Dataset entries

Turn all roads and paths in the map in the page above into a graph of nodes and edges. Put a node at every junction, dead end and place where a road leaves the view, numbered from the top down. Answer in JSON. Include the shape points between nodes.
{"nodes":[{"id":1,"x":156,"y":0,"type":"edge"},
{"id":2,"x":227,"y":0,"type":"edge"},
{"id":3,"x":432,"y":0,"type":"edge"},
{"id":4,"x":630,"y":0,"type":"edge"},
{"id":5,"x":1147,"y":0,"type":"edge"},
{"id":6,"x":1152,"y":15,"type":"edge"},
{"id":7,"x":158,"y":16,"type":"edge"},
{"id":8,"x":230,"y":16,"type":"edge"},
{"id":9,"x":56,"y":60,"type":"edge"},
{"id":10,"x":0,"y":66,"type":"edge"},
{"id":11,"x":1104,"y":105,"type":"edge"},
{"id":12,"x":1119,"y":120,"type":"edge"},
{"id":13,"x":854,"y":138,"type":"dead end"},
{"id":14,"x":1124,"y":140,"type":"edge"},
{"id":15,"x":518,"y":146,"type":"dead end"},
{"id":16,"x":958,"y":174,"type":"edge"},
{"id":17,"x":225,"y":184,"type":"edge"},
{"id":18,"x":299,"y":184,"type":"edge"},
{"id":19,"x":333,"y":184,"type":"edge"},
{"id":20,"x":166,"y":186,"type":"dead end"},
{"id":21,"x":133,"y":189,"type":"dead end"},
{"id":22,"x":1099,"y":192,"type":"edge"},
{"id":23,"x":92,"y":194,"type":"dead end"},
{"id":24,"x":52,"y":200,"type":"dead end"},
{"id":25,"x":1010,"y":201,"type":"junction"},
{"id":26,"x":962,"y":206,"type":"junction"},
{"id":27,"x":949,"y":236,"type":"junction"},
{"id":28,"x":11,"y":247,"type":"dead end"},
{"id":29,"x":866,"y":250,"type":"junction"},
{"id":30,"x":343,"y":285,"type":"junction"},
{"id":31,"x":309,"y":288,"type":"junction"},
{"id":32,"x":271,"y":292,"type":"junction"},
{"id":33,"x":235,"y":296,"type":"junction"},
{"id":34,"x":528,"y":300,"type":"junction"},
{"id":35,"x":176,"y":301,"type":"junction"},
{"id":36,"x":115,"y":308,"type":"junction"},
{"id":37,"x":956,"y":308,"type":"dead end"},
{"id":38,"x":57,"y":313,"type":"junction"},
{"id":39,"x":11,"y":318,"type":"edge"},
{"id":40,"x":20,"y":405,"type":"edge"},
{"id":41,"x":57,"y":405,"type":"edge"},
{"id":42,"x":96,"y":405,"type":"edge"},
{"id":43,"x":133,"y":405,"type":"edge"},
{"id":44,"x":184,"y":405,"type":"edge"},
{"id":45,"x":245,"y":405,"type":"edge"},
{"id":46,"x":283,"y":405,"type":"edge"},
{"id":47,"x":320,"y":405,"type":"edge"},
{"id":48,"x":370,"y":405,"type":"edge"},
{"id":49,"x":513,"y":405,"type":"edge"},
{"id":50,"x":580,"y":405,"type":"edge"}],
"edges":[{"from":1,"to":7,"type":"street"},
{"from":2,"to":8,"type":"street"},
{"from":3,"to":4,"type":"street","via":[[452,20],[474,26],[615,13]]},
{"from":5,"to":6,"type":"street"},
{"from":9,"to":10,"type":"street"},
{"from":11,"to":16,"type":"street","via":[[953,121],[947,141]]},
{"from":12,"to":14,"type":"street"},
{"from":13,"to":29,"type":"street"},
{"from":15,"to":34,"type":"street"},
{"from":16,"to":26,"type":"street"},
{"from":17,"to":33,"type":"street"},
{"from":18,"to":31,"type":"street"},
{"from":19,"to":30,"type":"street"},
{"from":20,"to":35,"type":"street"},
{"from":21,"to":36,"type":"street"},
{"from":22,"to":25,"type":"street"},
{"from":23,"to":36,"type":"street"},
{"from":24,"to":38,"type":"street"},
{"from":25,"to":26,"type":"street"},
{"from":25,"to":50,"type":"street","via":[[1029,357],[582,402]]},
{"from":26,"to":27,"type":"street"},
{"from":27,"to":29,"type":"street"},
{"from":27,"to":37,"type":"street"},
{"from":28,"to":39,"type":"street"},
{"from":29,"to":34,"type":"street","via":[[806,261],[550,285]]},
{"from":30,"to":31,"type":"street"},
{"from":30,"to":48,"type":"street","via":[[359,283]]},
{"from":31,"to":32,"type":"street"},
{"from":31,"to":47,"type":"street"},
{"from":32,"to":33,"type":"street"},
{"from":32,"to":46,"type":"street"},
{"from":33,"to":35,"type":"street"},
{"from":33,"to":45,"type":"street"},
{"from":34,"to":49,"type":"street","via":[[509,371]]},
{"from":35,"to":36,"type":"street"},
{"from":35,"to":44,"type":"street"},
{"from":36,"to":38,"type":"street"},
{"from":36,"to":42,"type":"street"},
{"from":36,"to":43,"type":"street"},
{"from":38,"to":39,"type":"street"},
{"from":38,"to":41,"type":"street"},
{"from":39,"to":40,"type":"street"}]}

*Work order*:
Take each line above that contains "dead" and copy it out.

*Task output*:
Turn all roads and paths in the map in the page above into a graph of nodes and edges. Put a node at every junction, dead end and place where a road leaves the view, numbered from the top down. Answer in JSON. Include the shape points between nodes.
{"id":13,"x":854,"y":138,"type":"dead end"},
{"id":15,"x":518,"y":146,"type":"dead end"},
{"id":20,"x":166,"y":186,"type":"dead end"},
{"id":21,"x":133,"y":189,"type":"dead end"},
{"id":23,"x":92,"y":194,"type":"dead end"},
{"id":24,"x":52,"y":200,"type":"dead end"},
{"id":28,"x":11,"y":247,"type":"dead end"},
{"id":37,"x":956,"y":308,"type":"dead end"},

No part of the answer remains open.